[Dataset entries]

────

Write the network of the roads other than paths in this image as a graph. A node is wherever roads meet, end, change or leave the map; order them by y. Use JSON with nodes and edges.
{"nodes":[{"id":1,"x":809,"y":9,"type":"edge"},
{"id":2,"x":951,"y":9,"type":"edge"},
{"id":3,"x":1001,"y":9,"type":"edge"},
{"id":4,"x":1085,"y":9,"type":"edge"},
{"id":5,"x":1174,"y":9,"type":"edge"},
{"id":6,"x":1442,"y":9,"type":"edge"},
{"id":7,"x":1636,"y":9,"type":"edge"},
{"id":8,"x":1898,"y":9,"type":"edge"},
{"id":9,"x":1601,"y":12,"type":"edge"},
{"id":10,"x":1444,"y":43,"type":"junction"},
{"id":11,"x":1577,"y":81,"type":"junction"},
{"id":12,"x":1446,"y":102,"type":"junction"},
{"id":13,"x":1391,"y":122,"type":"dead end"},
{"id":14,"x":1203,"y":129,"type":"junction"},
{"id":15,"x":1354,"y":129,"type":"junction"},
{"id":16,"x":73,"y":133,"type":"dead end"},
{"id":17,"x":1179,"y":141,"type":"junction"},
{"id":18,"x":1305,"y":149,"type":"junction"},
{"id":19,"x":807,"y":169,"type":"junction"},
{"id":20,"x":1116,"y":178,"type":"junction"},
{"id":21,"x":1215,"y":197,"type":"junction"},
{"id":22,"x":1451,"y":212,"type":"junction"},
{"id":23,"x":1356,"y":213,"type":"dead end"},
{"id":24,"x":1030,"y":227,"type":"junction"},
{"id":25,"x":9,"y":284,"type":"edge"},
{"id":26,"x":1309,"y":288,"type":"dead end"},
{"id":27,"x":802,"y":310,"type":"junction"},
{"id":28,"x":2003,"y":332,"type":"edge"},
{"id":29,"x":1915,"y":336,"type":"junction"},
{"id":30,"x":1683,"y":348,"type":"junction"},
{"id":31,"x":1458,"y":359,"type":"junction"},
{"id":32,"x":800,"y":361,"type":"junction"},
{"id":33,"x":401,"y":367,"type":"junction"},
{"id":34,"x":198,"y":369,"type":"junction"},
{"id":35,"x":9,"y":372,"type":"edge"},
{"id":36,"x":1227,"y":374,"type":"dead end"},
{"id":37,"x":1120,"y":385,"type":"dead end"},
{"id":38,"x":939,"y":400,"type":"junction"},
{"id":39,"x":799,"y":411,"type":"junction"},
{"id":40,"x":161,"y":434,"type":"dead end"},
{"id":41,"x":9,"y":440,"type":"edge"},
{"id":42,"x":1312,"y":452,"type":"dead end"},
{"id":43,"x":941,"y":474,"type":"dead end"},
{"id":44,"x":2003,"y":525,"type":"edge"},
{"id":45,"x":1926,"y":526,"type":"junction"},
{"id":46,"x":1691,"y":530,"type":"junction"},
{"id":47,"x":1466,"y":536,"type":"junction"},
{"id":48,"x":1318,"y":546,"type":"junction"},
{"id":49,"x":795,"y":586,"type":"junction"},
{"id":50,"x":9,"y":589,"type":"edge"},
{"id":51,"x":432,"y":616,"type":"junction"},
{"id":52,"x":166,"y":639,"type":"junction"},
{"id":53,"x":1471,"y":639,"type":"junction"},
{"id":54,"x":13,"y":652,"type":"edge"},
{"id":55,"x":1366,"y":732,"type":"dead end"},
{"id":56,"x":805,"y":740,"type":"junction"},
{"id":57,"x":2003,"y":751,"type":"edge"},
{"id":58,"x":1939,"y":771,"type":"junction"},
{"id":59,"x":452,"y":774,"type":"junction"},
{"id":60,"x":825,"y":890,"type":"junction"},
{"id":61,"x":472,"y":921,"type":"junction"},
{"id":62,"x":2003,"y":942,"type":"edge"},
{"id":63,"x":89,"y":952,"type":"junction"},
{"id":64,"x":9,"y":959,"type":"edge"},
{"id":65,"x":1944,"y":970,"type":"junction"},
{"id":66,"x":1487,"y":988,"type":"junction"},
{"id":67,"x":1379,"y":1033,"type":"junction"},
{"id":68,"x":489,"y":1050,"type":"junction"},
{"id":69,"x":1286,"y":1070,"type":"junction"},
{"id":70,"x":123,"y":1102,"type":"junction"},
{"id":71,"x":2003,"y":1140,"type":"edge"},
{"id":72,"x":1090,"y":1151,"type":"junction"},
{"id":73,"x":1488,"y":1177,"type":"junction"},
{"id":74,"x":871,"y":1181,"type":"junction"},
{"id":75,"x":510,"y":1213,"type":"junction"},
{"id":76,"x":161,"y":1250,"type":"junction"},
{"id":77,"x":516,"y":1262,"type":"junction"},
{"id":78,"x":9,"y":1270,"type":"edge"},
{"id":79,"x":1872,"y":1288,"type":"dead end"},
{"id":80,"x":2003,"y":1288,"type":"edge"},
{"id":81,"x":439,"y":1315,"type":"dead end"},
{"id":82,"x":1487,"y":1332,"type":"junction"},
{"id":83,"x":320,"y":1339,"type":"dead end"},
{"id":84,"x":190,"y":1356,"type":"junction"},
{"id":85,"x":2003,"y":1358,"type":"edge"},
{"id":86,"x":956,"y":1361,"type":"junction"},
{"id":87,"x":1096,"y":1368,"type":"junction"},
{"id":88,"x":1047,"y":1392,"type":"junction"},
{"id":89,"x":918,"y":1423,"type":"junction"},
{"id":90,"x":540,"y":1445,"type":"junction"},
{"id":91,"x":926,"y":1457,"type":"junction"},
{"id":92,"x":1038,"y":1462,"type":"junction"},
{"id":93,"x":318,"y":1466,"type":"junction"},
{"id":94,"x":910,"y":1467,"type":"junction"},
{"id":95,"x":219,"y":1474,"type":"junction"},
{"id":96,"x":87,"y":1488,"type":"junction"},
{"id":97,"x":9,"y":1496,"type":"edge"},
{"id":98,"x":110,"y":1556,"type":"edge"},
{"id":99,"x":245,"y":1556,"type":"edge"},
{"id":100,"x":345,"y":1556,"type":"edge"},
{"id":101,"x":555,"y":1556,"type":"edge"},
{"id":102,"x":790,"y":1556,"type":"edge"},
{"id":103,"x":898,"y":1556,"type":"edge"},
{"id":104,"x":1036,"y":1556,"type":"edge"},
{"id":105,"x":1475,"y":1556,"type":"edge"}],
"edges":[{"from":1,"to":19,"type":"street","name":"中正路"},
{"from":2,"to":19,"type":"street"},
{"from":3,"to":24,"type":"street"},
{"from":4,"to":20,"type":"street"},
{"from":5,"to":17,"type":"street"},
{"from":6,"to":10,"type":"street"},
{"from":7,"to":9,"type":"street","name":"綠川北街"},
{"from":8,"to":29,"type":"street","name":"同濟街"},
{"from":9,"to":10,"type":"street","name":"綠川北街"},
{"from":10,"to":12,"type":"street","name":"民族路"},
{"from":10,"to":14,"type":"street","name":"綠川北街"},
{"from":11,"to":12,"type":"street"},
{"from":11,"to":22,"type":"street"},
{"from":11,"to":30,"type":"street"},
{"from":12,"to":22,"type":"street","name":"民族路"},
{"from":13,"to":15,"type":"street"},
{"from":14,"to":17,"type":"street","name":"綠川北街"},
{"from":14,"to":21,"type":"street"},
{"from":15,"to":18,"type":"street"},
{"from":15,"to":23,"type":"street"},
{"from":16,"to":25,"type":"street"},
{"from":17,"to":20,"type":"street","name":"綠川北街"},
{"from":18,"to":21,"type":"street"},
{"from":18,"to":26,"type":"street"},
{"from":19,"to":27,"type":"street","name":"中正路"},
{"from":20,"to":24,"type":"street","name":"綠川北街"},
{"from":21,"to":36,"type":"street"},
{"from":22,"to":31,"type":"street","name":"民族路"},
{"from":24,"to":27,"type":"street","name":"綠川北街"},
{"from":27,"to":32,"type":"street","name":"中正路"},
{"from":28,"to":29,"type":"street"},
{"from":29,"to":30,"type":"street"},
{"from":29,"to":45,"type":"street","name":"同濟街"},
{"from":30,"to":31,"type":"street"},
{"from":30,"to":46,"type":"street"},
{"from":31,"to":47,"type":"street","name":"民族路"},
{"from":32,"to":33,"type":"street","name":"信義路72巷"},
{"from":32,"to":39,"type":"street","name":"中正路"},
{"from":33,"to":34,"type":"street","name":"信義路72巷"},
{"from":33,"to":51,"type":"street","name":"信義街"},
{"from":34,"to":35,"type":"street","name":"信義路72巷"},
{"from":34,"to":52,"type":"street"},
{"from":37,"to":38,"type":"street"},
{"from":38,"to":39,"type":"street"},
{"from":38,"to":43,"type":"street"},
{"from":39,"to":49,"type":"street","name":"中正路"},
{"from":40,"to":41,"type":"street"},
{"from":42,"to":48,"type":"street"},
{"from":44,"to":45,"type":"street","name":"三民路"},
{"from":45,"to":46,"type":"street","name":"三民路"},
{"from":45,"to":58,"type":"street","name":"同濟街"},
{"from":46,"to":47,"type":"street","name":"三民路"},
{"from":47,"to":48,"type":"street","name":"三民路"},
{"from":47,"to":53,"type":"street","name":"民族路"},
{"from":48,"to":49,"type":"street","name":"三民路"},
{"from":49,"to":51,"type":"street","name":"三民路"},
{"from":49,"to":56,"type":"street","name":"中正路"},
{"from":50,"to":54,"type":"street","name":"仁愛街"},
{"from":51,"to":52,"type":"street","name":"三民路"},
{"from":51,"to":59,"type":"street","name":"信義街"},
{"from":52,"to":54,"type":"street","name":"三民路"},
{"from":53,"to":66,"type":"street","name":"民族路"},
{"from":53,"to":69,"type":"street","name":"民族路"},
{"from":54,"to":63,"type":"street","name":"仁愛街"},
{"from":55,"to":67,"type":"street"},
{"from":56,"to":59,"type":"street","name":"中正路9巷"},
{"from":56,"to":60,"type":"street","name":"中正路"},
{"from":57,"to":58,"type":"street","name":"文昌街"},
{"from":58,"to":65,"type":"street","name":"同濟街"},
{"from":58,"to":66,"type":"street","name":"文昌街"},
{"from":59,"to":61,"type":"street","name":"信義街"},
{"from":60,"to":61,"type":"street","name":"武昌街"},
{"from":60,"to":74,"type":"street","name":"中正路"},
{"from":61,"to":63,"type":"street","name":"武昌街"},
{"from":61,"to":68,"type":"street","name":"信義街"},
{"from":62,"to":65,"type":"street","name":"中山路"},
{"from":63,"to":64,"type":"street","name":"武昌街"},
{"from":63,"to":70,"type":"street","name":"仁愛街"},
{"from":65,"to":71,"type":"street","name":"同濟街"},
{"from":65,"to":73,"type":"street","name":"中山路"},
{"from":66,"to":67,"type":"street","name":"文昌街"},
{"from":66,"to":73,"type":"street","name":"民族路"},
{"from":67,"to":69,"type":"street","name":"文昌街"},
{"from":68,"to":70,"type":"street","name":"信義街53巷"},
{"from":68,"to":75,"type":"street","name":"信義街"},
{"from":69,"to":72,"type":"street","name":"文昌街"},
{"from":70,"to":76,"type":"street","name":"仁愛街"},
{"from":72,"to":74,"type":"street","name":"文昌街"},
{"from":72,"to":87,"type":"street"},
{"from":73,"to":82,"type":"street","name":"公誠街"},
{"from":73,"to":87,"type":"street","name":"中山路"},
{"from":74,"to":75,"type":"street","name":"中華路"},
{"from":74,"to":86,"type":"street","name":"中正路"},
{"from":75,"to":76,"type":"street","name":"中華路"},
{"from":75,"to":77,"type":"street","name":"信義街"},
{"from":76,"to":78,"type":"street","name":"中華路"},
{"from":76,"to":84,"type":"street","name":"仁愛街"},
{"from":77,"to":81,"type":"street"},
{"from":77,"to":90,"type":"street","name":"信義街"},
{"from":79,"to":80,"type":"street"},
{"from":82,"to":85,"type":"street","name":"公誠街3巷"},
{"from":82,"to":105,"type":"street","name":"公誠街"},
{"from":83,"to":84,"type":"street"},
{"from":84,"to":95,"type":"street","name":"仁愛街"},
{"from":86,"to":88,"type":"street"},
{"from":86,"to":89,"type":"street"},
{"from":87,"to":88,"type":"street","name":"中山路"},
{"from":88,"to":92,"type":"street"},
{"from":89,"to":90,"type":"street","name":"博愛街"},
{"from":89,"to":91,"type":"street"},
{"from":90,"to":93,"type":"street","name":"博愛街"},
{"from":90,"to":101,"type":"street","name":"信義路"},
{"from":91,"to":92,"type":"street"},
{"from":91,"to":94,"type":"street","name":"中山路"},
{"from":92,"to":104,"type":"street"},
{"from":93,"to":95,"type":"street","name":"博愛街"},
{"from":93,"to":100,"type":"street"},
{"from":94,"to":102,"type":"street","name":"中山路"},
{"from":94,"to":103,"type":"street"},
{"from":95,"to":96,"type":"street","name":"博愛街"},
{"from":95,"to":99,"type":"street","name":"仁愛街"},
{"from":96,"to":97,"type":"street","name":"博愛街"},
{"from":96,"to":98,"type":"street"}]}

────

• _WHAT YOU NEED TO DO_
Copy out each line carrying the string "edges" from the data.

• _OUTPUT OF THE EXERCISE_
Write the network of the roads other than paths in this image as a graph. A node is wherever roads meet, end, change or leave the map; order them by y. Use JSON with nodes and edges.
"edges":[{"from":1,"to":19,"type":"street","name":"中正路"},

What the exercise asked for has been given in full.